Яков, оставшись во дворе один, невольно поглядел на выпавшие ступеньки крыльца, потом перевел взгляд на крышу дома, изъеденную гнилью, и будто первый раз увидел свое жилье в таком неприглядном виде.
Федот Федотыч встретил Кирилиху с покорством больного и явным смущением за свой недуг. Кирилиха сразу поняла его расположение, свою необходимость и скоро вошла в роль.
— Без хвори и здоровью рад не будешь. Утяг опять свалил? Знамо, мужичья немощь. Любава. Ты, девка-матушка, отопри-ка оконницу и завари кипятком веник. Топор припаси. Чашку глиняную с хмелем. Старый-то хмель есть ли?
— В кладовке, над дверьми, Любава, — подсказал Федот Федотыч, повернулся неловко и застонал, глаза закатились.

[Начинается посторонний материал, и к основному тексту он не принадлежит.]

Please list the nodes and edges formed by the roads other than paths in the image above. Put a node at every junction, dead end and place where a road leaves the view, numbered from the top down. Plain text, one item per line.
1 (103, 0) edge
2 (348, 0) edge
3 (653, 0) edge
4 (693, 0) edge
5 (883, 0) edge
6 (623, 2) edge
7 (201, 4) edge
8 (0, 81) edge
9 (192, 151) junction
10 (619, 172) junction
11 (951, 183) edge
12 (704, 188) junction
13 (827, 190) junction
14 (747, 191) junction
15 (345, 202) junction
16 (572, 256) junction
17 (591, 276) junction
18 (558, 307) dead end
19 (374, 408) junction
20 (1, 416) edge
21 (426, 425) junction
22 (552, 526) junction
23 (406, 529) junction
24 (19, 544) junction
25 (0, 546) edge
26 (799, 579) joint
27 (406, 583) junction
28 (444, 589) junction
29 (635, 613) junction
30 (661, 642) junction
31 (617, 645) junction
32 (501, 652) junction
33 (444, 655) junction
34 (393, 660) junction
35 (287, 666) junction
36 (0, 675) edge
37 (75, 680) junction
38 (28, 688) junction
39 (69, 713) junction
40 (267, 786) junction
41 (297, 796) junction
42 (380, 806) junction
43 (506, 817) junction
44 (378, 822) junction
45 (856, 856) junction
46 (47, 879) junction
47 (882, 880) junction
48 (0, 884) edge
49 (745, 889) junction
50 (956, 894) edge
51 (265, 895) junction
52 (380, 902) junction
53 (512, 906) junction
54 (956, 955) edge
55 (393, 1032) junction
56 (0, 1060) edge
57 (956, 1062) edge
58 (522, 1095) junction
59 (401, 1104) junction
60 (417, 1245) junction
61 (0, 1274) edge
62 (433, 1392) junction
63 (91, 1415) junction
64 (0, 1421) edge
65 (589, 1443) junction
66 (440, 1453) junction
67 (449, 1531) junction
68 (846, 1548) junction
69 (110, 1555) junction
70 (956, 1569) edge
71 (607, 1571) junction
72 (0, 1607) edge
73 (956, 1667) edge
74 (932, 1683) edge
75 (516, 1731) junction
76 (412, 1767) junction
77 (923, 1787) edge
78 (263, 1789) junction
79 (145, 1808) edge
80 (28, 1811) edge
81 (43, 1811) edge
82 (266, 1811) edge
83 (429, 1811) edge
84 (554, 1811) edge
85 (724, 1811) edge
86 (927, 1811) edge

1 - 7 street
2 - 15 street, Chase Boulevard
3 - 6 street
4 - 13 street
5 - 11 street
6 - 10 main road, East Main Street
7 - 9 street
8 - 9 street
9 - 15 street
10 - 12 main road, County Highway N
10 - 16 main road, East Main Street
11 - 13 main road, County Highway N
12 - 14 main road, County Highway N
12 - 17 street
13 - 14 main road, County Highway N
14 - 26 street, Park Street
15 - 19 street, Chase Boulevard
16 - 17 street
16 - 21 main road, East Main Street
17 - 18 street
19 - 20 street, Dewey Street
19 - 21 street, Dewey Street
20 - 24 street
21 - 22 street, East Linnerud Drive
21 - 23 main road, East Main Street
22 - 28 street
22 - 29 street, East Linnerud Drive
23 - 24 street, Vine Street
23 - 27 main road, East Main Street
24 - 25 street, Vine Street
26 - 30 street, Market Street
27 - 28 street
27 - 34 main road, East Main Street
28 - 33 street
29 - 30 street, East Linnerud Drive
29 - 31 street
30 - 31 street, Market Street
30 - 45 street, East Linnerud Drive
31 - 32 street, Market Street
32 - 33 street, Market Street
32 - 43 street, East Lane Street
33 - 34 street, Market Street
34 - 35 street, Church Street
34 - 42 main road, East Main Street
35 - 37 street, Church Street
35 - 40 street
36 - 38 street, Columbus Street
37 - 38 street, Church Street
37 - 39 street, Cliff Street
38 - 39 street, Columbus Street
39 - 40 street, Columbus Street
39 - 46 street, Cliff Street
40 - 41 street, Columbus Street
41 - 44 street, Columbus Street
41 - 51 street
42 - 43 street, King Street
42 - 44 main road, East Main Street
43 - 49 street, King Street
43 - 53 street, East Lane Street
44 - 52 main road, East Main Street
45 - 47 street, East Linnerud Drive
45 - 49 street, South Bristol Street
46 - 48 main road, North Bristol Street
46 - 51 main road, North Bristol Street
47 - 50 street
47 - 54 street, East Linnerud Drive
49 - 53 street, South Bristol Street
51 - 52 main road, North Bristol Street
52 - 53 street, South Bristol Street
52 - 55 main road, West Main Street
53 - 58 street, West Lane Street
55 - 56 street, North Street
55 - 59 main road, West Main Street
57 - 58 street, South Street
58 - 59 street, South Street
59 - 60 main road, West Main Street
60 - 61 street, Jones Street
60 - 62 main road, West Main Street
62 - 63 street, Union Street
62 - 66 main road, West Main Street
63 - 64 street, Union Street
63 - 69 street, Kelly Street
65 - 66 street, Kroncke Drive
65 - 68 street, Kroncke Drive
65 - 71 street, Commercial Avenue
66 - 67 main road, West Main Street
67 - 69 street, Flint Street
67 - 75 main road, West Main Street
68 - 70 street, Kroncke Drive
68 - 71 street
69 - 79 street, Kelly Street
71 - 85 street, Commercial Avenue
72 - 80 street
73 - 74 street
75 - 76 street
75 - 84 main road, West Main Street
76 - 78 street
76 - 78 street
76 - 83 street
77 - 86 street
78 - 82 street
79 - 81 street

Кирилиха тем временем обдула все углы в горнице, засветила свечной огарок, принесенный с собой, и стала держать над огнем свои руки. Федот Федотыч с изумлением глядел, как старуха долго обжигала пальцы и ладони, ему даже показалось, что в горнице остро запахло паленым, и он впервые за последние дни забыл о своей боли.

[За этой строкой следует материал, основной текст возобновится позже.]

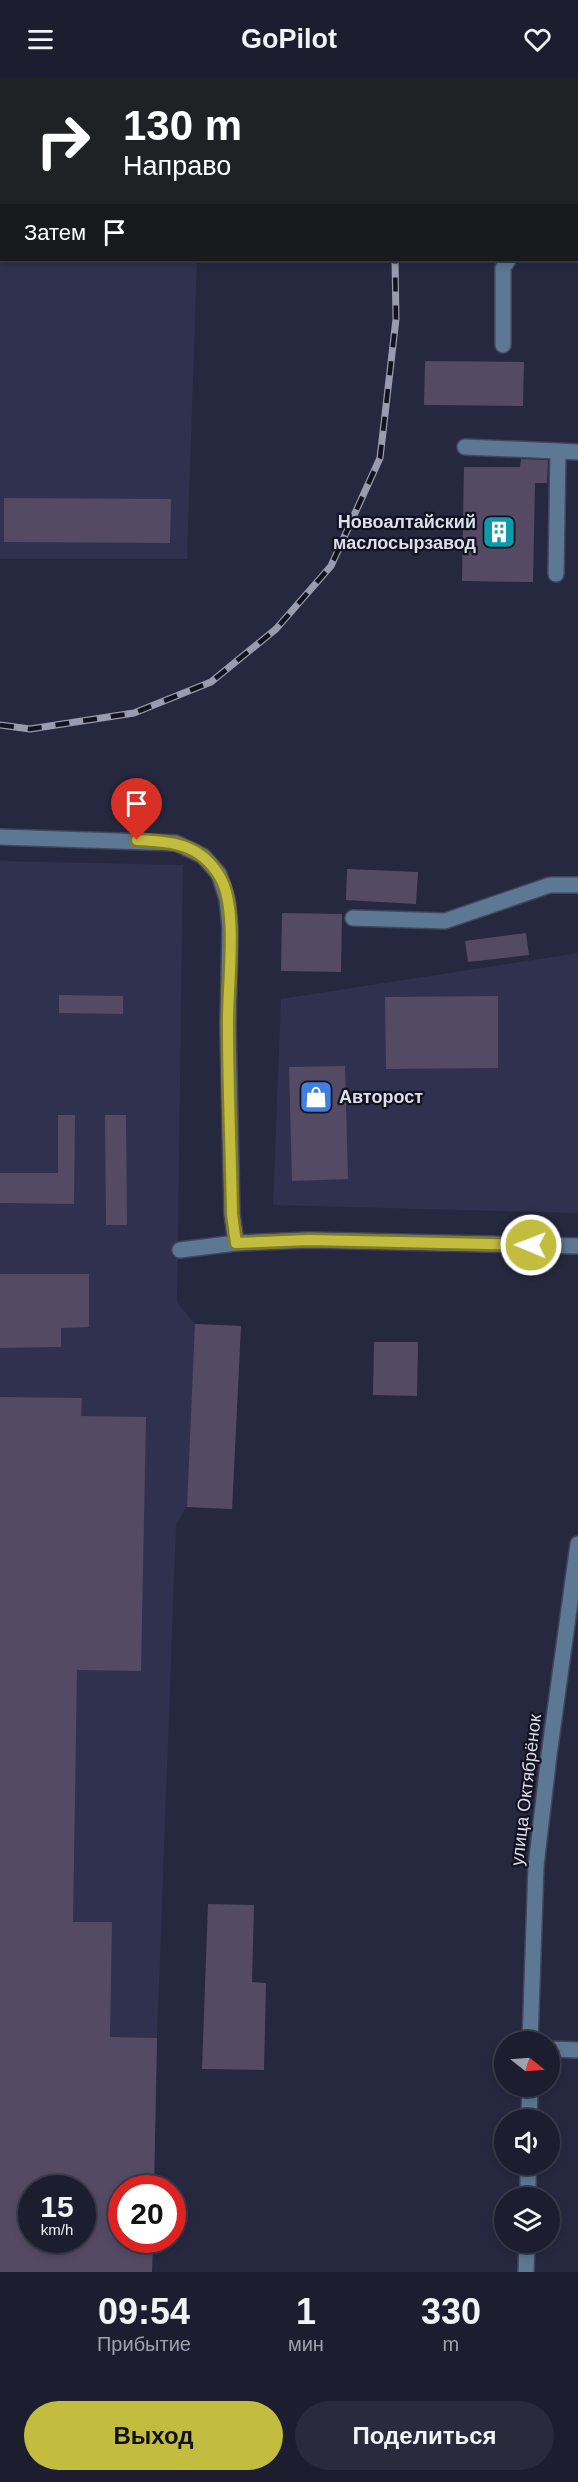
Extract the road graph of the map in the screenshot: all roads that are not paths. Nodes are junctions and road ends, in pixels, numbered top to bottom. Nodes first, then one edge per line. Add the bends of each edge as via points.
1 (507, 261) edge
2 (503, 345) dead end
3 (465, 447) dead end
4 (558, 451) junction
5 (578, 453) edge
6 (556, 574) dead end
7 (0, 837) edge
8 (578, 885) edge
9 (352, 918) dead end
10 (236, 1243) junction
11 (578, 1246) edge
12 (180, 1250) dead end
13 (578, 1544) edge
14 (530, 2031) edge
15 (560, 2049) edge
16 (578, 2050) edge
17 (527, 2253) edge
18 (526, 2272) edge

1 - 2 street via 503,268
3 - 4 street
4 - 5 street
4 - 6 street
7 - 10 street via 176,843 203,856 219,874 230,928 228,1025
8 - 9 street via 550,885 446,921
10 - 11 street via 309,1240
10 - 12 street
13 - 14 street, улица Октябрёнок via 536,1866
15 - 16 street
17 - 18 street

— А теперь повернись ничком, касатик, — попросила Кирилиха.
— Без Любавы не повернусь, Кирилловна. Любава!
— Не надо ее, — повелительно остановила старуха и опять повторила, но с твердой лаской: — Давай сам, касатик. Нету уж боли-то. Поблазнилось тебе, а ты уж и рад — ой да ой. Вот видишь. Ей, боли, только дай воли.
И верно, Федот Федотыч без посторонней помощи повернулся, лег ничком. Кирилиха своими сухими твердыми перстами ощупала его поясницу, залила ее муравьиным маслом и, запально дыша, начала растирать. От ее, казалось, жестких и немилостивых рук Федот Федотыч сперва боязливо ужимался, а потом вдруг обтерпелся, мимо своего желания поверил, что ему сделалось легче, будто по всей спине его, особенно книзу от лопаток развязываются и тихо растаивают те узелки, которые и держали неутихающую боль. А Кирилиха после втирания муравьиного масла взялась полосовать спину Кадушкина тяжелым солдатским ремнем, на котором Яков каждое утро правит бритву.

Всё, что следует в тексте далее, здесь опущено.